With any chiral polyhedron, it is possible to make a compound out of the two mirror-images. Here is the enantiomorphic-pair compound for this polyhedron.

After making this compound, I was curious about what sort of convex hull it would have, so I used the program I employ for these polyhedral investigations, Stella 4d (available at http://www.software3d.com/Stella.php), to find out:

This polyhedron contains irregular icosagons, which are twenty-sided polygons. After playing around with this for a while, I was able to construct a related polyhedron in which the icosagons were regular — and that was one of the polyhedra seen on the post immediately before this one, which I then altered to form the others there.

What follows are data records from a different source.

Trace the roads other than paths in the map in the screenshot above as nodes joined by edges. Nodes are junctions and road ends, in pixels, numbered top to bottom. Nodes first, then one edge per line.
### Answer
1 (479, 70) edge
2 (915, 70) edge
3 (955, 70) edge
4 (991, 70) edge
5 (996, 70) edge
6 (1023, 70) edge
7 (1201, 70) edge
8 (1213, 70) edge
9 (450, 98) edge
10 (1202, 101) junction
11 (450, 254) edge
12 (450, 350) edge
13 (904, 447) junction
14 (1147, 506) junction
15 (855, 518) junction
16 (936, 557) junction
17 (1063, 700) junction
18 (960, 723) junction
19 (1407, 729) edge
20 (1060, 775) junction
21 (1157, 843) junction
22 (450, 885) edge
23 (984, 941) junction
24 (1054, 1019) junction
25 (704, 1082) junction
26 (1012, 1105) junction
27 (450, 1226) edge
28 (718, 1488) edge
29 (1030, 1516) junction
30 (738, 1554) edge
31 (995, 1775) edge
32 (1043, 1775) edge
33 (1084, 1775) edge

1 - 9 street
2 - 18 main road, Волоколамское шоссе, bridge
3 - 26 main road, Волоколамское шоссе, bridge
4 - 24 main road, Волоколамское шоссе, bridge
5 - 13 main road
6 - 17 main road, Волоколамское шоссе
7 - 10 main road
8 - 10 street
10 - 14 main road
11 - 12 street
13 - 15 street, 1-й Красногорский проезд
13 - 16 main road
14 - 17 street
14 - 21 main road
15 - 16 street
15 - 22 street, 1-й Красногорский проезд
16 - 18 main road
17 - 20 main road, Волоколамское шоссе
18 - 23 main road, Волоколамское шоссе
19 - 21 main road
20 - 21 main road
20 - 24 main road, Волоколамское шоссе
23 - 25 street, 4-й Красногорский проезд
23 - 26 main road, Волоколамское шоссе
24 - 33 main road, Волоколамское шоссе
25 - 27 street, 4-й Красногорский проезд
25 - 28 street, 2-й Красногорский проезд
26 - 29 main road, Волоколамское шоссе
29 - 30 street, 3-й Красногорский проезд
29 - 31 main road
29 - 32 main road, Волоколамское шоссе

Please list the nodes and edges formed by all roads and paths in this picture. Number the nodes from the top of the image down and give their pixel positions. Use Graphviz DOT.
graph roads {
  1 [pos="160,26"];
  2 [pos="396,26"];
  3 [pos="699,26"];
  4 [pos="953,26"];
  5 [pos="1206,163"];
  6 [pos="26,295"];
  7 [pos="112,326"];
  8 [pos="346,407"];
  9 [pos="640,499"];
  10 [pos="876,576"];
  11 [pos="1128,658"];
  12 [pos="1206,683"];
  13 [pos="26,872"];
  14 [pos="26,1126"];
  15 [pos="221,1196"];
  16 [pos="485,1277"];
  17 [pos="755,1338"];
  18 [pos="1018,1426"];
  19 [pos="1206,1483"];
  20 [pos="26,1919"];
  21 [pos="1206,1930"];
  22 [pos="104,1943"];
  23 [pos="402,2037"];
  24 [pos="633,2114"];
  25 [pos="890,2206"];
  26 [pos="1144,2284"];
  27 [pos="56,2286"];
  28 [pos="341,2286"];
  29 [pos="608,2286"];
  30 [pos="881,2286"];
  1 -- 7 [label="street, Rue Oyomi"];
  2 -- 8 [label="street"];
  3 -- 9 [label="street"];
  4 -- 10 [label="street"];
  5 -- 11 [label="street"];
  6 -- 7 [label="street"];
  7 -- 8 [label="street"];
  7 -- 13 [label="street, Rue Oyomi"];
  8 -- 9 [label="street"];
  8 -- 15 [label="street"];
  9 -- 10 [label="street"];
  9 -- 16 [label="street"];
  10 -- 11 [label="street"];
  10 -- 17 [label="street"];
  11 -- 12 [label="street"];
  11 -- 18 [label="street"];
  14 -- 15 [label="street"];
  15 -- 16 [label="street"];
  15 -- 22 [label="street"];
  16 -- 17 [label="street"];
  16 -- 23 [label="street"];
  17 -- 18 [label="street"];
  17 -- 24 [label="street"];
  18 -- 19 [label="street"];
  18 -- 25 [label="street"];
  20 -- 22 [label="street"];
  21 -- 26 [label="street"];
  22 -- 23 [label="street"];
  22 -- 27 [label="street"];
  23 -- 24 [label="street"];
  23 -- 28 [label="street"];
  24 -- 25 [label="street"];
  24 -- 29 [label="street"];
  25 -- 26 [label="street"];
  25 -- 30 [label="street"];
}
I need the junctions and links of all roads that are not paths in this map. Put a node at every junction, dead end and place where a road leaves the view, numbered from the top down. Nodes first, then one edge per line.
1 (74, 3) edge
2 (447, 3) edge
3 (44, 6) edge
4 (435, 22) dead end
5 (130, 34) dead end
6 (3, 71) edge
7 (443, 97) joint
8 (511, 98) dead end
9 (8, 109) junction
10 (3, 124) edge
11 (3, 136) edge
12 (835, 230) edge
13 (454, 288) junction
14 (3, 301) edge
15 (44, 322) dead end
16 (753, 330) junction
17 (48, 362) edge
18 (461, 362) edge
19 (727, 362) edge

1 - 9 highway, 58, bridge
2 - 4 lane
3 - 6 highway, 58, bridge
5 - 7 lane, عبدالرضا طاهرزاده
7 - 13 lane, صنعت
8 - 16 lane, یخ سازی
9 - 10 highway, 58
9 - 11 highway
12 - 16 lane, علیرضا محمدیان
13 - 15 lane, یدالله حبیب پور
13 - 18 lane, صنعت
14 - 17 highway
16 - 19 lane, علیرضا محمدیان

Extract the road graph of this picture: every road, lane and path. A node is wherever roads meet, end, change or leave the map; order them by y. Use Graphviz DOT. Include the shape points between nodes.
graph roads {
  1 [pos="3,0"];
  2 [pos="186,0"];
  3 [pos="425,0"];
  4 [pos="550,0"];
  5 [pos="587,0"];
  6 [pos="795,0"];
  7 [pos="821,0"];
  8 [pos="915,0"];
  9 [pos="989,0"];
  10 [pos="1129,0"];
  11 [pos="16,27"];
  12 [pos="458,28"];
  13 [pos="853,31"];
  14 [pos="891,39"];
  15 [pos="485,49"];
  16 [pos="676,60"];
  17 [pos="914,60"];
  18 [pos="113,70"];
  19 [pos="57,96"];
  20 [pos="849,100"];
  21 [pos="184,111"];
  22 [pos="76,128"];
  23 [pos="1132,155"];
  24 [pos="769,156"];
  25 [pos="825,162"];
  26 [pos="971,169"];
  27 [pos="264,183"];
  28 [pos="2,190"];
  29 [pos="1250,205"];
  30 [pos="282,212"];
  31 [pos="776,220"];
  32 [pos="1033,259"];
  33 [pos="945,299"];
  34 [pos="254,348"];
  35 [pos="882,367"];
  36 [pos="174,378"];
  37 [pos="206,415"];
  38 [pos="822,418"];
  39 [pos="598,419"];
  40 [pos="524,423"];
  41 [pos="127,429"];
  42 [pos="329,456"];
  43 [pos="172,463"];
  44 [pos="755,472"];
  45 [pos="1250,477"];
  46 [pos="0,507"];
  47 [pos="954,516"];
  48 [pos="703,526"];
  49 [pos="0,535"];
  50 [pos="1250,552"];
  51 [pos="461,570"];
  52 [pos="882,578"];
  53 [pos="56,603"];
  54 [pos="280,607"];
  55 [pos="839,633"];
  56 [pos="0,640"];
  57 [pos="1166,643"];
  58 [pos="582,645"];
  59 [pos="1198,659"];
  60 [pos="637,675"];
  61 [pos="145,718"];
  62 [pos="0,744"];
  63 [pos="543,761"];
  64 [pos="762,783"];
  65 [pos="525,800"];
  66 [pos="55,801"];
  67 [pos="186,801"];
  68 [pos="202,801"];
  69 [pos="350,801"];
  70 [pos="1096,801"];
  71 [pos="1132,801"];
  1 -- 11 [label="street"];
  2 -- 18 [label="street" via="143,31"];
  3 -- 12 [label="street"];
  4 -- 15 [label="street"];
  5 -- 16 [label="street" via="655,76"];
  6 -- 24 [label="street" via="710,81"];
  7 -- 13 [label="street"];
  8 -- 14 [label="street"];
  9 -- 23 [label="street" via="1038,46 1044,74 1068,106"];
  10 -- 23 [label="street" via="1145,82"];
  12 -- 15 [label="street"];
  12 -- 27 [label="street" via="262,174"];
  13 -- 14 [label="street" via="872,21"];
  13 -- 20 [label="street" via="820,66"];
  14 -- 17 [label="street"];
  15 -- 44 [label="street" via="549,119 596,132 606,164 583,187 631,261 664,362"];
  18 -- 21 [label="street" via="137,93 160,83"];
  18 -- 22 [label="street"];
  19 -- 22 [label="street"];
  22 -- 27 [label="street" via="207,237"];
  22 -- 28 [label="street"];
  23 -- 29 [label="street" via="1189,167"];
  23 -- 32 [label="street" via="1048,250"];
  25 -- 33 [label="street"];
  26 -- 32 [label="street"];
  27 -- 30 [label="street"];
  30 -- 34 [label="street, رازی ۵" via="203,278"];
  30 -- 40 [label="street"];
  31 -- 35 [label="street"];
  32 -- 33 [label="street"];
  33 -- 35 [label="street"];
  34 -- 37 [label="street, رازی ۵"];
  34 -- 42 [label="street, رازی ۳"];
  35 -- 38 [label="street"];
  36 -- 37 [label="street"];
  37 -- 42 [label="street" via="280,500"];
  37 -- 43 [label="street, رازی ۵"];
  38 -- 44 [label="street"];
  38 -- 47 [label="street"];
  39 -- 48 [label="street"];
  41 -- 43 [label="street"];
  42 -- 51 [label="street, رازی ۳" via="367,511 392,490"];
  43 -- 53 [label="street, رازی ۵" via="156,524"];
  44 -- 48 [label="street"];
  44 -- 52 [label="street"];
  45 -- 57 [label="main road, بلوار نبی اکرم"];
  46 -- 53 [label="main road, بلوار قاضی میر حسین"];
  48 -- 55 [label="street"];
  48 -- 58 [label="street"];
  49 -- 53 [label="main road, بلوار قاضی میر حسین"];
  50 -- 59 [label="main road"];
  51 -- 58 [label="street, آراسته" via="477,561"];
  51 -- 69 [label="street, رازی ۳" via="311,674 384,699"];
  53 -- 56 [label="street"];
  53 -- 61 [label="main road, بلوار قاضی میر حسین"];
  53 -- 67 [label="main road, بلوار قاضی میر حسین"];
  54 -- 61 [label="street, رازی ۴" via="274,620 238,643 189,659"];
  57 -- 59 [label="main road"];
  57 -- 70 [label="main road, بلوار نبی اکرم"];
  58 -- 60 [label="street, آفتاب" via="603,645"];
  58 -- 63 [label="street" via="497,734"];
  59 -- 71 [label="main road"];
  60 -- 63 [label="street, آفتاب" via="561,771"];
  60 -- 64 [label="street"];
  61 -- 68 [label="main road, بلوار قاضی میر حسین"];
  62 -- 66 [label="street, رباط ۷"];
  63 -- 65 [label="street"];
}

Had I not actually seen it happen myself, I would not have suspected there would be any connection between the snub dodecahedron, and polyhedra containing regular icosagons.

A Faceting of the Snub Dodecahedron

Posted on 6 August 2014 by RobertLovesPi

The snub dodecahedron is chiral, meaning it appears in left- and right-handed forms. This faceted version, where the same set of vertices is connected in different ways (compared to the original), possesses the same property.

Chiral polyhedra can always be tranformed into interesting polyhedral compounds by combining them with their own mirror-images. If this is done with the polyhedron above, you get this result, presented with a different coloring-scheme.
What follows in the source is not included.